● Your instructions: The answer is a single number: the count of lines below in which the word "graph" appears.

________________________

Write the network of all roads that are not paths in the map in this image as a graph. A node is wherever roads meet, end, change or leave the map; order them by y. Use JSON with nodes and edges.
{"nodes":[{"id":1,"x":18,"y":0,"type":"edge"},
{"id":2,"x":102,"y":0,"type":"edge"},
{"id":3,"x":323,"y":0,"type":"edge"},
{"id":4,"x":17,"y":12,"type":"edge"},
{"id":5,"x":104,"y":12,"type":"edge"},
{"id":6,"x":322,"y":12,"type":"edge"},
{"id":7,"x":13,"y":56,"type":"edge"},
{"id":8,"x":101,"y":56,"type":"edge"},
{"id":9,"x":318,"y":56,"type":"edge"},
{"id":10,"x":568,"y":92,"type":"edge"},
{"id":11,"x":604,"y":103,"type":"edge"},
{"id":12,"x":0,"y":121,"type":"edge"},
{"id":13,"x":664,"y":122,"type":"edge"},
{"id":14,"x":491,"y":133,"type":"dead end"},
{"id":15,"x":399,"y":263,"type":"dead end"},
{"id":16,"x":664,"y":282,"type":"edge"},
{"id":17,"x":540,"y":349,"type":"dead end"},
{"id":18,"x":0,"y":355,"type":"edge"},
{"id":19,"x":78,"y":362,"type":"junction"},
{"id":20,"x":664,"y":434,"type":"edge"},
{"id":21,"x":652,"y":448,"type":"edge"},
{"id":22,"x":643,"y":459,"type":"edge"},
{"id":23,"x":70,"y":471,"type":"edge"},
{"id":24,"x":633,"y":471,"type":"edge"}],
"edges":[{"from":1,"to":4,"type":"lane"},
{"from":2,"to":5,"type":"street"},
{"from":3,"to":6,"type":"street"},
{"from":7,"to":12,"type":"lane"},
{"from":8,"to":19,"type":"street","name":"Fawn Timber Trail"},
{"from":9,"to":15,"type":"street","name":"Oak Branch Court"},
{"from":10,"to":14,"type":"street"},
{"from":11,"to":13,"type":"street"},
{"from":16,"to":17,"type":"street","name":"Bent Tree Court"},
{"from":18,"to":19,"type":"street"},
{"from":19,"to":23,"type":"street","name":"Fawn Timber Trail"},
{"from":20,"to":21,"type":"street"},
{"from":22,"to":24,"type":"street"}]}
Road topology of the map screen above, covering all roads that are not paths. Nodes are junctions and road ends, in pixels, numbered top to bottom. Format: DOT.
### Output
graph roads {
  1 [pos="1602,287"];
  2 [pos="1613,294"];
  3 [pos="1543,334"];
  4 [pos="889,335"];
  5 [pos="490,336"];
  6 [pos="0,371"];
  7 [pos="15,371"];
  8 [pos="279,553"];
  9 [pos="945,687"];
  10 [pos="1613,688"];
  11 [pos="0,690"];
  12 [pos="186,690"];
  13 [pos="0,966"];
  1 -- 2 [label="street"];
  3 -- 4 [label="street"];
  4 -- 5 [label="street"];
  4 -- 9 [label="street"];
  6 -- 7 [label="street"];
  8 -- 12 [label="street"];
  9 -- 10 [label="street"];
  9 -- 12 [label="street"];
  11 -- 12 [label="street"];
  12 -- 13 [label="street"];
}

________________________

● Answer for this exercise: 2